▽
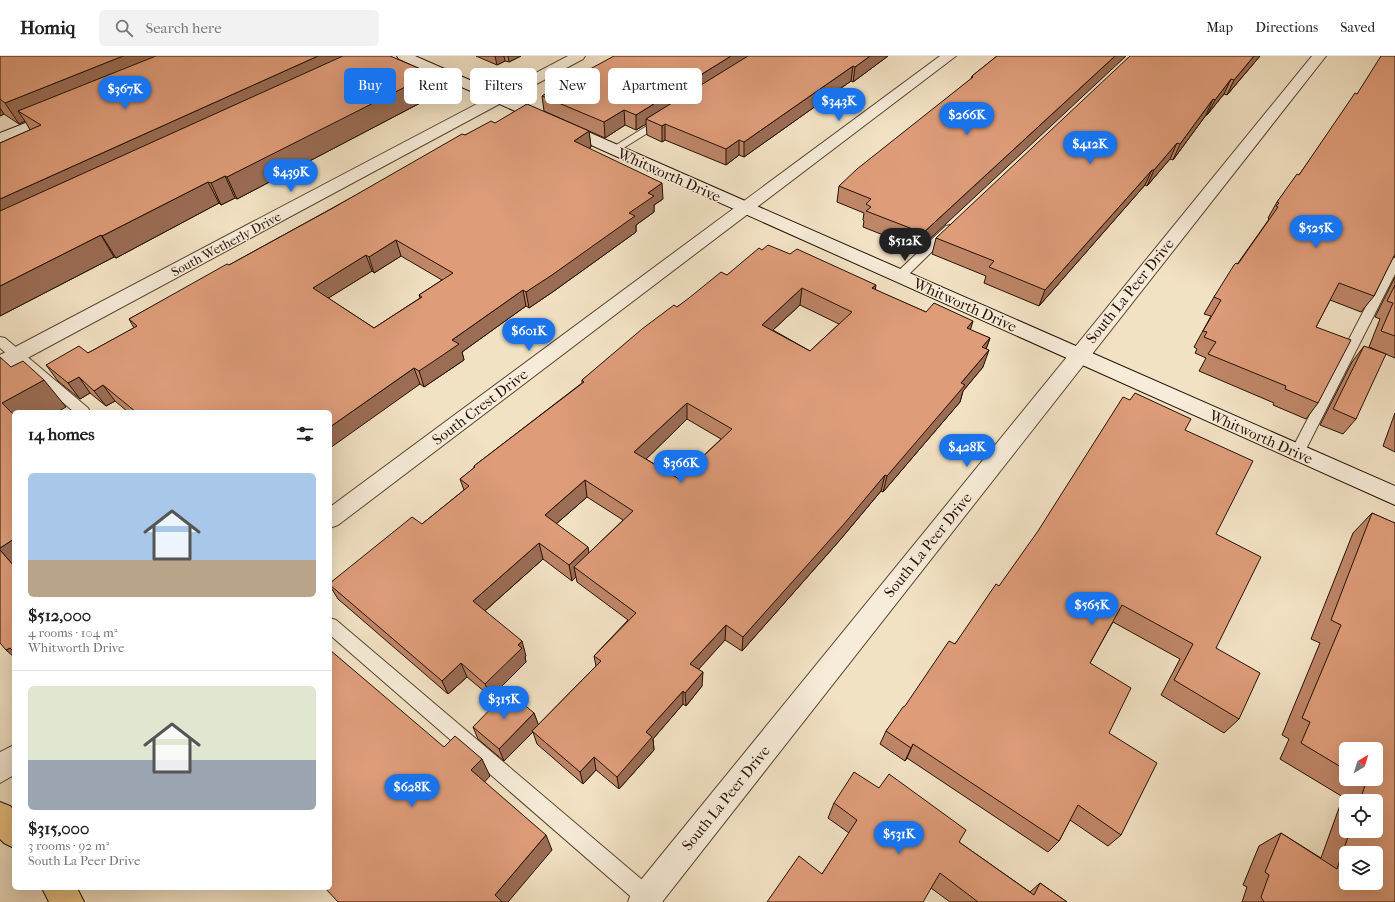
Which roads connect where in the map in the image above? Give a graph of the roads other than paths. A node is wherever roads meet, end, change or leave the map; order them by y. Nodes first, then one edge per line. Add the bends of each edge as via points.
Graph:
1 (404, 56) edge
2 (578, 56) edge
3 (949, 56) edge
4 (1319, 56) edge
5 (537, 78) edge
6 (470, 85) edge
7 (488, 104) edge
8 (512, 104) edge
9 (71, 109) edge
10 (673, 112) edge
11 (0, 138) edge
12 (613, 150) junction
13 (746, 209) junction
14 (956, 222) edge
15 (1395, 262) edge
16 (900, 276) junction
17 (0, 341) edge
18 (1079, 356) junction
19 (8, 360) edge
20 (80, 410) edge
21 (1297, 453) junction
22 (1395, 496) edge
23 (332, 518) edge
24 (332, 627) edge
25 (12, 760) edge
26 (0, 769) edge
27 (0, 816) edge
28 (12, 831) edge
29 (60, 890) edge
30 (648, 900) edge
31 (69, 902) edge

1 - 6 street, Whitworth Drive
2 - 5 street, South Wetherly Drive
3 - 13 street, South Crest Drive
4 - 18 street, South La Peer Drive
7 - 19 street, South Wetherly Drive
8 - 12 street, Whitworth Drive
9 - 11 street
10 - 12 lane
12 - 13 street, Whitworth Drive
13 - 16 street, Whitworth Drive
13 - 23 street, South Crest Drive
14 - 16 lane
15 - 21 lane
16 - 18 street, Whitworth Drive
17 - 19 lane
18 - 21 street, Whitworth Drive
18 - 30 street, South La Peer Drive
19 - 20 lane
21 - 22 street, Whitworth Drive
24 - 30 lane
25 - 26 street
27 - 28 main road
29 - 31 main road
△
INSTRUCTIONS FOR THE TASK
Output the entries above verbatim, leaving out images.

RESPONSE BOX
Which roads connect where in the map in the image above? Give a graph of the roads other than paths. A node is wherever roads meet, end, change or leave the map; order them by y. Nodes first, then one edge per line. Add the bends of each edge as via points.
Graph:
1 (404, 56) edge
2 (578, 56) edge
3 (949, 56) edge
4 (1319, 56) edge
5 (537, 78) edge
6 (470, 85) edge
7 (488, 104) edge
8 (512, 104) edge
9 (71, 109) edge
10 (673, 112) edge
11 (0, 138) edge
12 (613, 150) junction
13 (746, 209) junction
14 (956, 222) edge
15 (1395, 262) edge
16 (900, 276) junction
17 (0, 341) edge
18 (1079, 356) junction
19 (8, 360) edge
20 (80, 410) edge
21 (1297, 453) junction
22 (1395, 496) edge
23 (332, 518) edge
24 (332, 627) edge
25 (12, 760) edge
26 (0, 769) edge
27 (0, 816) edge
28 (12, 831) edge
29 (60, 890) edge
30 (648, 900) edge
31 (69, 902) edge

1 - 6 street, Whitworth Drive
2 - 5 street, South Wetherly Drive
3 - 13 street, South Crest Drive
4 - 18 street, South La Peer Drive
7 - 19 street, South Wetherly Drive
8 - 12 street, Whitworth Drive
9 - 11 street
10 - 12 lane
12 - 13 street, Whitworth Drive
13 - 16 street, Whitworth Drive
13 - 23 street, South Crest Drive
14 - 16 lane
15 - 21 lane
16 - 18 street, Whitworth Drive
17 - 19 lane
18 - 21 street, Whitworth Drive
18 - 30 street, South La Peer Drive
19 - 20 lane
21 - 22 street, Whitworth Drive
24 - 30 lane
25 - 26 street
27 - 28 main road
29 - 31 main road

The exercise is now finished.